In North Carolina, state inspectors must check rides at every location.

But states like Mississippi and Alabama have no laws regulating inspections.

Some fairs go beyond Tennessee law.

Amusements of America, the operator for the Wilson County Fair, hires an additional safety consultant.

Jerry Smithson, of Amusement Park Management, said he checks the rides at least twice a day.

“I mean, let's face facts, it’s their business,” Smithson said. “Why would they want something to break and hurt somebody to put them out of business?”

For every ride at the Wilson County Fair, the I-Team found the state relied on an inspection from July 27 in Columbus to approve their permits.

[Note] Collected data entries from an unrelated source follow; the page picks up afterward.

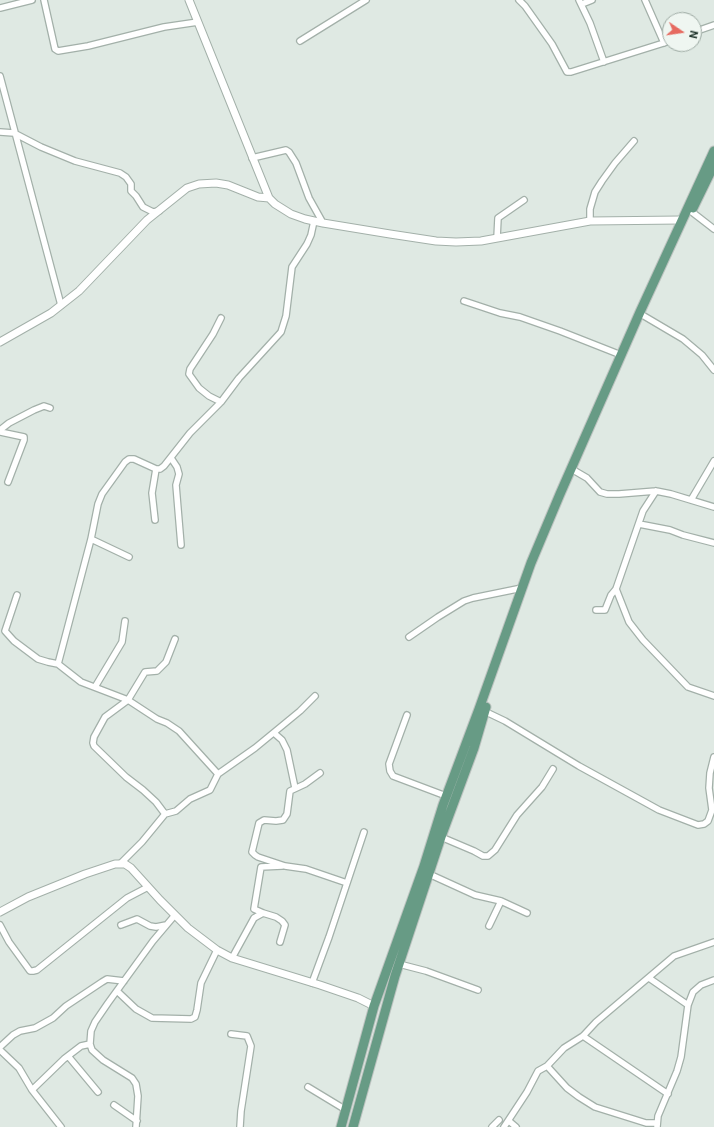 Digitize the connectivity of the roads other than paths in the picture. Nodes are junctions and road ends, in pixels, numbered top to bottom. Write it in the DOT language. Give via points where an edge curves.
graph roads {
  1 [pos="32,0"];
  2 [pos="44,0"];
  3 [pos="366,0"];
  4 [pos="519,0"];
  5 [pos="592,0"];
  6 [pos="645,0"];
  7 [pos="190,2"];
  8 [pos="581,2"];
  9 [pos="0,8"];
  10 [pos="198,22"];
  11 [pos="714,25"];
  12 [pos="702,29"];
  13 [pos="662,32"];
  14 [pos="300,41"];
  15 [pos="662,44"];
  16 [pos="604,62"];
  17 [pos="0,77"];
  18 [pos="0,132"];
  19 [pos="14,133"];
  20 [pos="634,141"];
  21 [pos="714,151"];
  22 [pos="252,158"];
  23 [pos="714,165"];
  24 [pos="264,187"];
  25 [pos="258,197"];
  26 [pos="269,198"];
  27 [pos="524,200"];
  28 [pos="159,211"];
  29 [pos="692,212"];
  30 [pos="681,220"];
  31 [pos="314,221"];
  32 [pos="590,221"];
  33 [pos="323,223"];
  34 [pos="714,229"];
  35 [pos="497,238"];
  36 [pos="464,301"];
  37 [pos="62,304"];
  38 [pos="644,316"];
  39 [pos="221,318"];
  40 [pos="0,342"];
  41 [pos="621,355"];
  42 [pos="714,370"];
  43 [pos="221,402"];
  44 [pos="50,408"];
  45 [pos="596,419"];
  46 [pos="0,431"];
  47 [pos="171,458"];
  48 [pos="714,461"];
  49 [pos="156,469"];
  50 [pos="575,471"];
  51 [pos="8,482"];
  52 [pos="656,491"];
  53 [pos="691,500"];
  54 [pos="714,507"];
  55 [pos="155,520"];
  56 [pos="639,524"];
  57 [pos="91,539"];
  58 [pos="714,543"];
  59 [pos="181,545"];
  60 [pos="129,557"];
  61 [pos="522,588"];
  62 [pos="616,589"];
  63 [pos="17,595"];
  64 [pos="596,610"];
  65 [pos="125,621"];
  66 [pos="409,637"];
  67 [pos="175,639"];
  68 [pos="58,664"];
  69 [pos="95,687"];
  70 [pos="315,696"];
  71 [pos="714,696"];
  72 [pos="128,700"];
  73 [pos="482,710"];
  74 [pos="407,715"];
  75 [pos="274,733"];
  76 [pos="714,757"];
  77 [pos="552,769"];
  78 [pos="320,773"];
  79 [pos="218,774"];
  80 [pos="295,788"];
  81 [pos="446,796"];
  82 [pos="713,810"];
  83 [pos="165,814"];
  84 [pos="364,832"];
  85 [pos="441,837"];
  86 [pos="121,863"];
  87 [pos="285,866"];
  88 [pos="429,874"];
  89 [pos="347,883"];
  90 [pos="148,887"];
  91 [pos="501,901"];
  92 [pos="0,912"];
  93 [pos="263,913"];
  94 [pos="527,913"];
  95 [pos="175,915"];
  96 [pos="0,925"];
  97 [pos="121,925"];
  98 [pos="166,925"];
  99 [pos="489,926"];
  100 [pos="280,942"];
  101 [pos="714,942"];
  102 [pos="217,950"];
  103 [pos="232,958"];
  104 [pos="399,964"];
  105 [pos="649,978"];
  106 [pos="714,980"];
  107 [pos="124,981"];
  108 [pos="312,983"];
  109 [pos="478,990"];
  110 [pos="117,991"];
  111 [pos="688,1005"];
  112 [pos="374,1006"];
  113 [pos="231,1034"];
  114 [pos="583,1036"];
  115 [pos="90,1044"];
  116 [pos="0,1047"];
  117 [pos="0,1050"];
  118 [pos="68,1056"];
  119 [pos="547,1066"];
  120 [pos="308,1087"];
  121 [pos="32,1090"];
  122 [pos="98,1092"];
  123 [pos="668,1094"];
  124 [pos="114,1105"];
  125 [pos="346,1110"];
  126 [pos="499,1120"];
  127 [pos="509,1121"];
  128 [pos="137,1124"];
  129 [pos="657,1125"];
  130 [pos="61,1127"];
  131 [pos="240,1127"];
  132 [pos="341,1127"];
  133 [pos="353,1127"];
  134 [pos="492,1127"];
  135 [pos="504,1127"];
  136 [pos="516,1127"];
  1 -- 9 [label="street"];
  2 -- 10 [label="street" via="55,49 58,51 164,27"];
  3 -- 14 [label="street"];
  4 -- 16 [label="street" via="552,44 567,72"];
  5 -- 8 [label="street"];
  6 -- 13 [label="street"];
  7 -- 10 [label="street"];
  8 -- 16 [label="street"];
  10 -- 22 [label="street"];
  11 -- 12 [label="street"];
  15 -- 16 [label="street"];
  17 -- 19 [label="street"];
  18 -- 19 [label="street"];
  19 -- 28 [label="street" via="75,161 120,173 131,184 131,191 143,207 153,212"];
  19 -- 37 [label="street"];
  20 -- 32 [label="street" via="610,168 595,192 590,209"];
  21 -- 30 [label="main road"];
  22 -- 24 [label="street"];
  22 -- 33 [label="street" via="286,150 289,152"];
  23 -- 29 [label="main road"];
  24 -- 25 [label="street"];
  24 -- 26 [label="street"];
  25 -- 26 [label="street"];
  25 -- 28 [label="street" via="228,185 200,184 187,188"];
  26 -- 31 [label="street" via="291,214"];
  27 -- 35 [label="street" via="498,218"];
  28 -- 37 [label="street" via="147,220 80,291"];
  29 -- 34 [label="street"];
  29 -- 38 [label="main road"];
  30 -- 32 [label="street"];
  30 -- 41 [label="main road"];
  31 -- 33 [label="street"];
  31 -- 43 [label="street" via="307,244 292,268 286,316 281,332"];
  32 -- 35 [label="street"];
  33 -- 35 [label="street" via="436,241 462,242"];
  36 -- 41 [label="street" via="526,319"];
  37 -- 40 [label="street"];
  38 -- 42 [label="street" via="683,339 702,355"];
  38 -- 45 [label="main road"];
  39 -- 43 [label="street" via="189,374 199,388"];
  41 -- 45 [label="main road"];
  43 -- 47 [label="street" via="190,433"];
  44 -- 46 [label="street" via="44,406 34,410 9,423"];
  45 -- 50 [label="main road"];
  45 -- 61 [label="main road" via="541,538"];
  46 -- 51 [label="street" via="24,437"];
  47 -- 49 [label="street" via="160,469"];
  47 -- 59 [label="street" via="179,474 176,485"];
  48 -- 53 [label="street"];
  49 -- 55 [label="street" via="152,493"];
  49 -- 57 [label="street" via="134,459 125,462 102,494"];
  50 -- 52 [label="street" via="587,478 600,492 607,494"];
  50 -- 73 [label="main road"];
  52 -- 53 [label="street"];
  52 -- 56 [label="street" via="643,511"];
  53 -- 54 [label="street"];
  56 -- 58 [label="street" via="666,528"];
  56 -- 62 [label="street"];
  57 -- 60 [label="street"];
  57 -- 68 [label="street"];
  61 -- 66 [label="street" via="464,601"];
  61 -- 73 [label="main road"];
  62 -- 64 [label="street" via="604,610"];
  62 -- 71 [label="street" via="629,622 643,640 688,687"];
  63 -- 68 [label="street" via="5,632 30,654"];
  65 -- 69 [label="street" via="122,642"];
  67 -- 72 [label="street" via="166,662 156,671 145,672"];
  68 -- 69 [label="street" via="81,682"];
  69 -- 72 [label="street"];
  70 -- 75 [label="street"];
  72 -- 79 [label="street" via="178,731"];
  72 -- 83 [label="street" via="106,717 93,743 126,777 148,794"];
  73 -- 81 [label="main road"];
  73 -- 82 [label="street" via="659,810 698,825 708,821"];
  73 -- 85 [label="main road" via="474,748"];
  74 -- 81 [label="street" via="389,764 390,771 393,776"];
  75 -- 79 [label="street"];
  75 -- 80 [label="street" via="282,740 287,750"];
  76 -- 82 [label="street" via="709,788"];
  77 -- 85 [label="street" via="542,787 488,856 485,857"];
  78 -- 80 [label="street"];
  79 -- 83 [label="street" via="210,790 190,800 176,811"];
  80 -- 87 [label="street" via="290,791 285,818 280,821 264,820 259,823 252,852 258,857"];
  81 -- 112 [label="main road"];
  83 -- 86 [label="street"];
  84 -- 89 [label="street"];
  85 -- 88 [label="main road"];
  86 -- 90 [label="street" via="131,868"];
  86 -- 92 [label="street" via="85,874 28,897"];
  87 -- 89 [label="street" via="306,869"];
  87 -- 93 [label="street" via="261,867 254,909"];
  88 -- 91 [label="street" via="475,895"];
  88 -- 104 [label="main road"];
  89 -- 108 [label="street"];
  90 -- 95 [label="street"];
  90 -- 96 [label="street" via="127,898 37,970 30,971"];
  91 -- 94 [label="street"];
  91 -- 99 [label="street"];
  93 -- 100 [label="street" via="282,921 284,925"];
  93 -- 103 [label="street" via="254,918"];
  95 -- 98 [label="street"];
  95 -- 102 [label="street"];
  97 -- 98 [label="street" via="137,918 150,926"];
  98 -- 107 [label="street"];
  101 -- 105 [label="street" via="674,956"];
  102 -- 103 [label="street"];
  102 -- 110 [label="street" via="201,983 197,1010 195,1017 191,1019 152,1018 136,1009"];
  103 -- 108 [label="street"];
  104 -- 109 [label="street"];
  104 -- 133 [label="main road"];
  105 -- 111 [label="street"];
  105 -- 114 [label="street"];
  106 -- 111 [label="street" via="701,985 693,992"];
  107 -- 110 [label="street"];
  107 -- 116 [label="street" via="107,979 66,1006 53,1018 35,1028 20,1031"];
  108 -- 112 [label="street"];
  110 -- 115 [label="street" via="91,1031"];
  111 -- 123 [label="street" via="681,1057"];
  112 -- 125 [label="main road"];
  113 -- 131 [label="street" via="247,1036 251,1046"];
  114 -- 119 [label="street" via="564,1048"];
  114 -- 123 [label="street"];
  115 -- 118 [label="street" via="81,1046"];
  115 -- 128 [label="street" via="96,1054 132,1078 136,1084"];
  117 -- 121 [label="street" via="19,1068"];
  118 -- 121 [label="street"];
  118 -- 122 [label="street"];
  119 -- 127 [label="street" via="538,1072"];
  119 -- 129 [label="street" via="567,1088 594,1107"];
  120 -- 125 [label="street"];
  121 -- 130 [label="street"];
  123 -- 129 [label="street"];
  124 -- 128 [label="street"];
  125 -- 132 [label="main road"];
  126 -- 134 [label="street"];
  127 -- 135 [label="street"];
  127 -- 136 [label="street"];
}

Amusements of America worked two fairs in Tennessee before arriving in Wilson County.

Mitchell Brady, who was attending the Wilson County Fair with his family, said he’s comfortable with that.

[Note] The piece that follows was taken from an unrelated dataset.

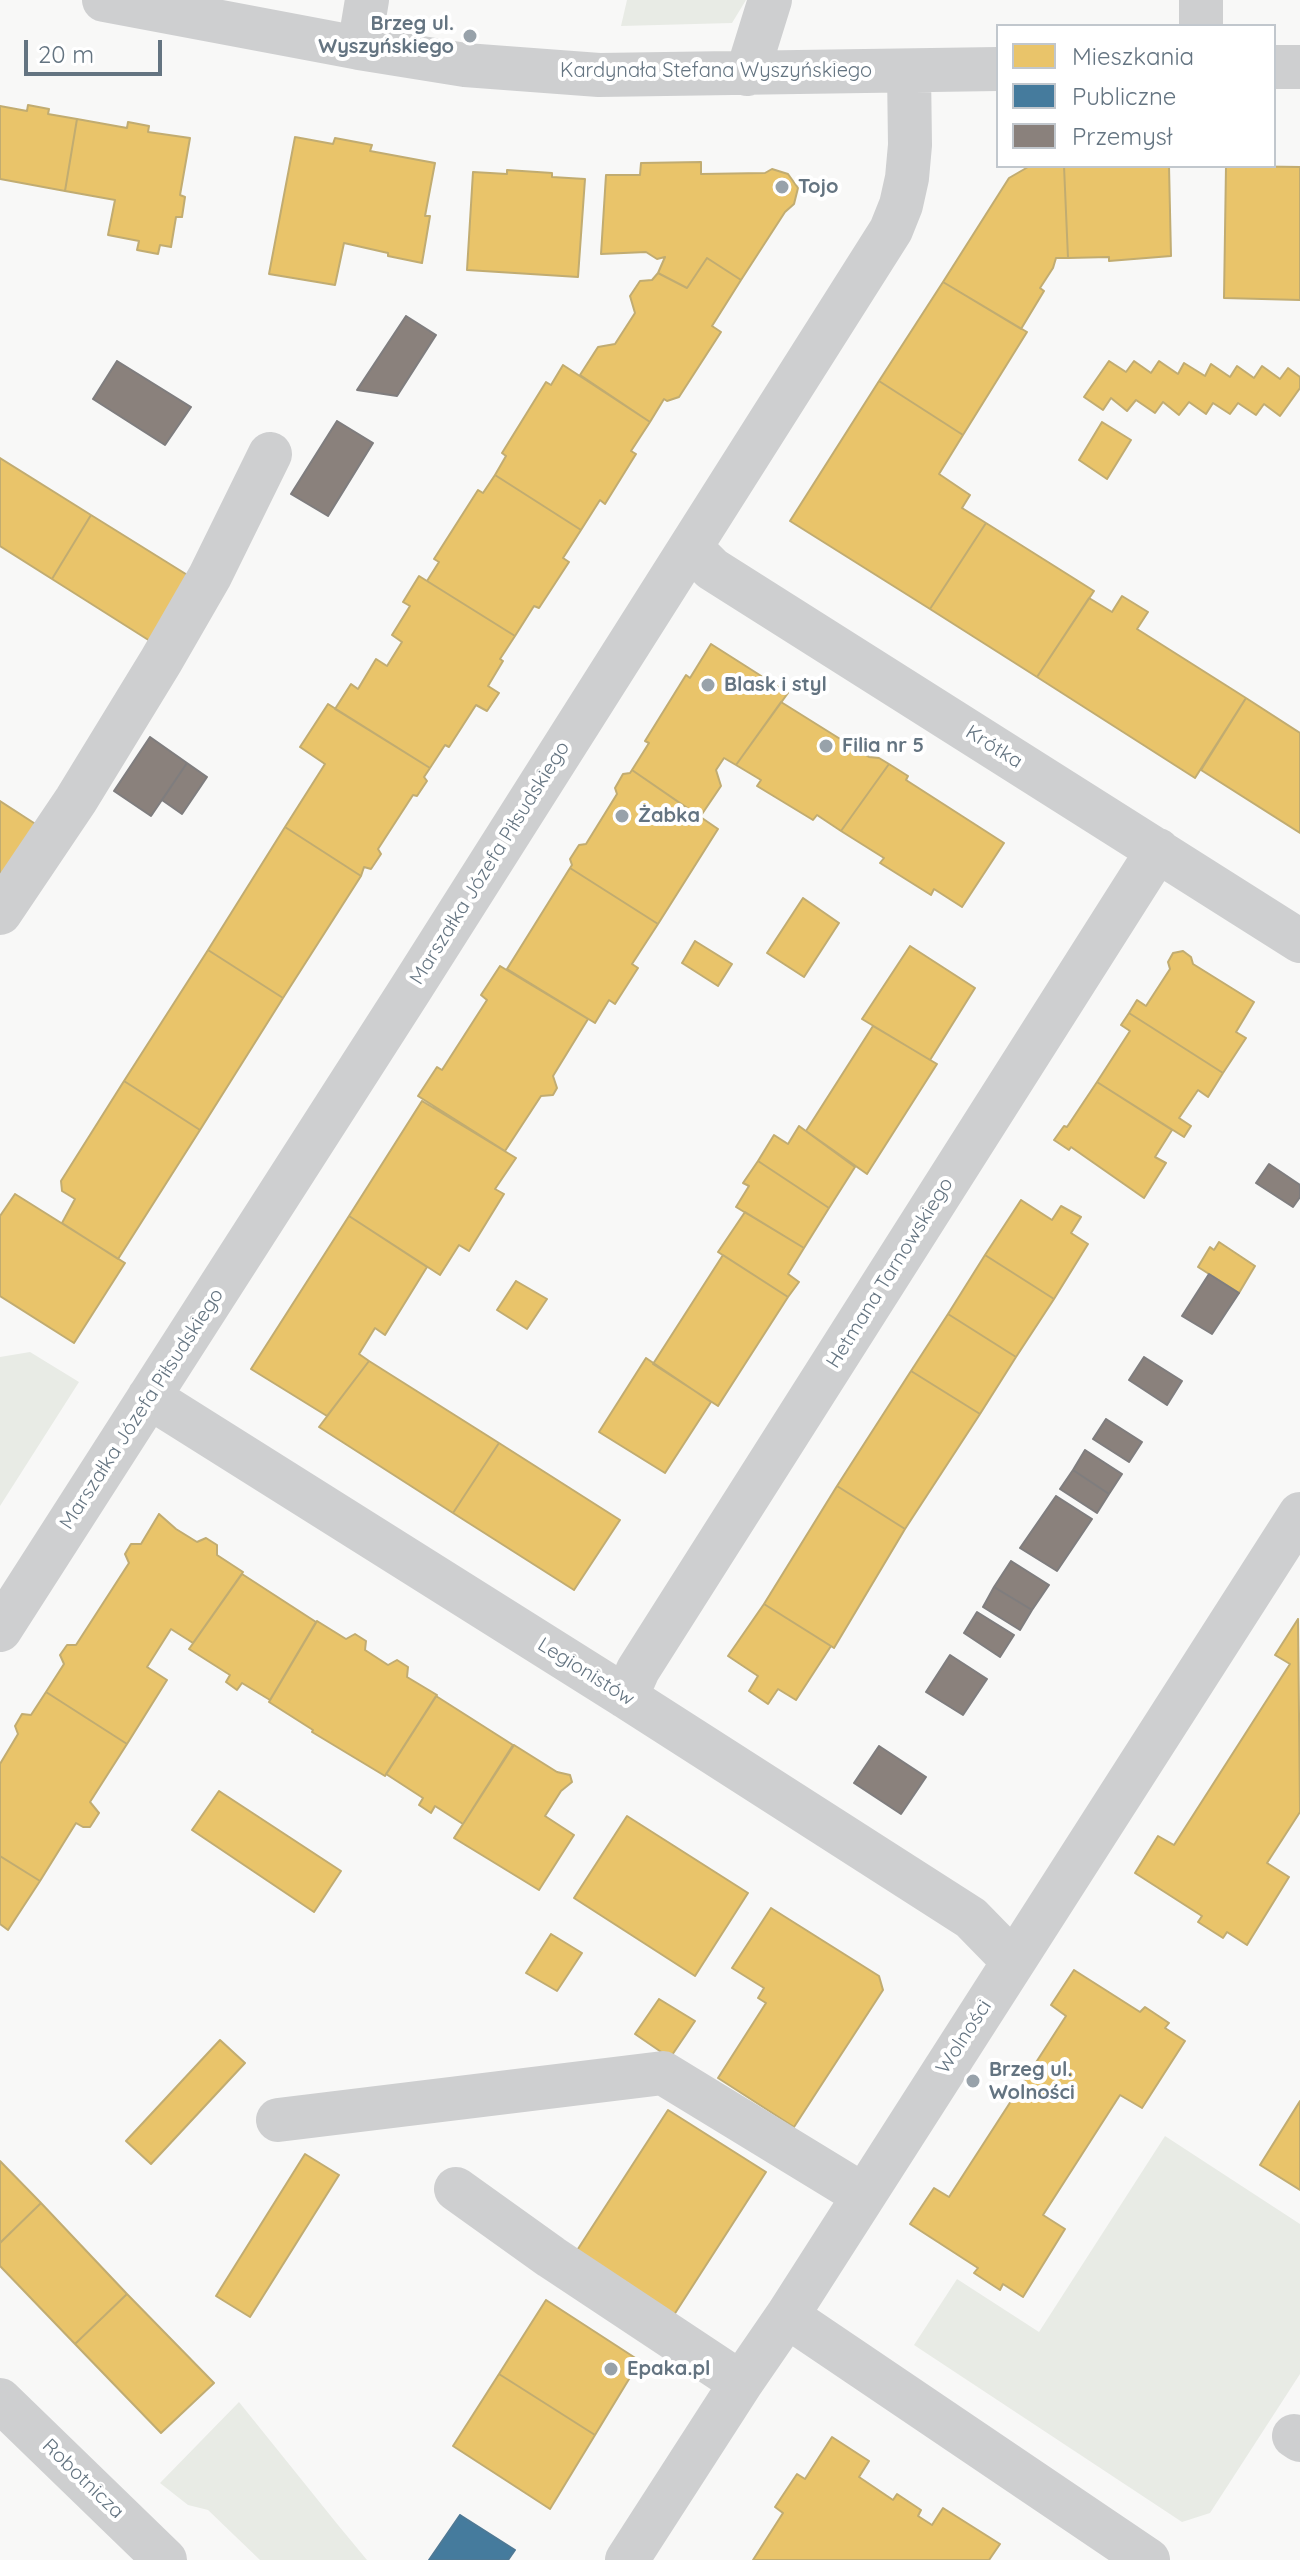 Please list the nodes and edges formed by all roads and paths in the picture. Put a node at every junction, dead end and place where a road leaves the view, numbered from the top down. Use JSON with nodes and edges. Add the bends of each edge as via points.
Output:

“That's pretty fair, I would say,” he said.

But another parent, Tiffany Bobo, said the state should revert to overseeing its own inspections.

“It's ridiculous. This is supposed to be a great memory, and whether someone you love get hurts or not, just the thought of it ruins it for everybody, so I hope they tighten up on that,” Bobo said.

Organizers for the Robertson County Fair said they have no record of recent injuries caused by mechanical failures.

Organizers for the Wilson County Fair said there has not been a single ride-related injury at that fair since the mid-1980s.

Until this month, the state did not verify the rides that were properly permitted and inspected were actually the rides appearing at county fairs.

Cannon said that changed after the Greene County incident.

Now, companies must submit a picture of a ride’s serial number, along with a permit application and inspection record.

The state stopped handling its own inspections two years ago.

In 2014, a state audit raised questions about the Amusement Device Unit and how it handled inspections. Cannon said the unit suffered from a lack of funding.

Lawmakers recently approved nearly half a million dollars for the unit, funds that went into effect July 1.

But the state will still not inspect amusement devices. Cannon said that money will go toward handling permit and inspection records.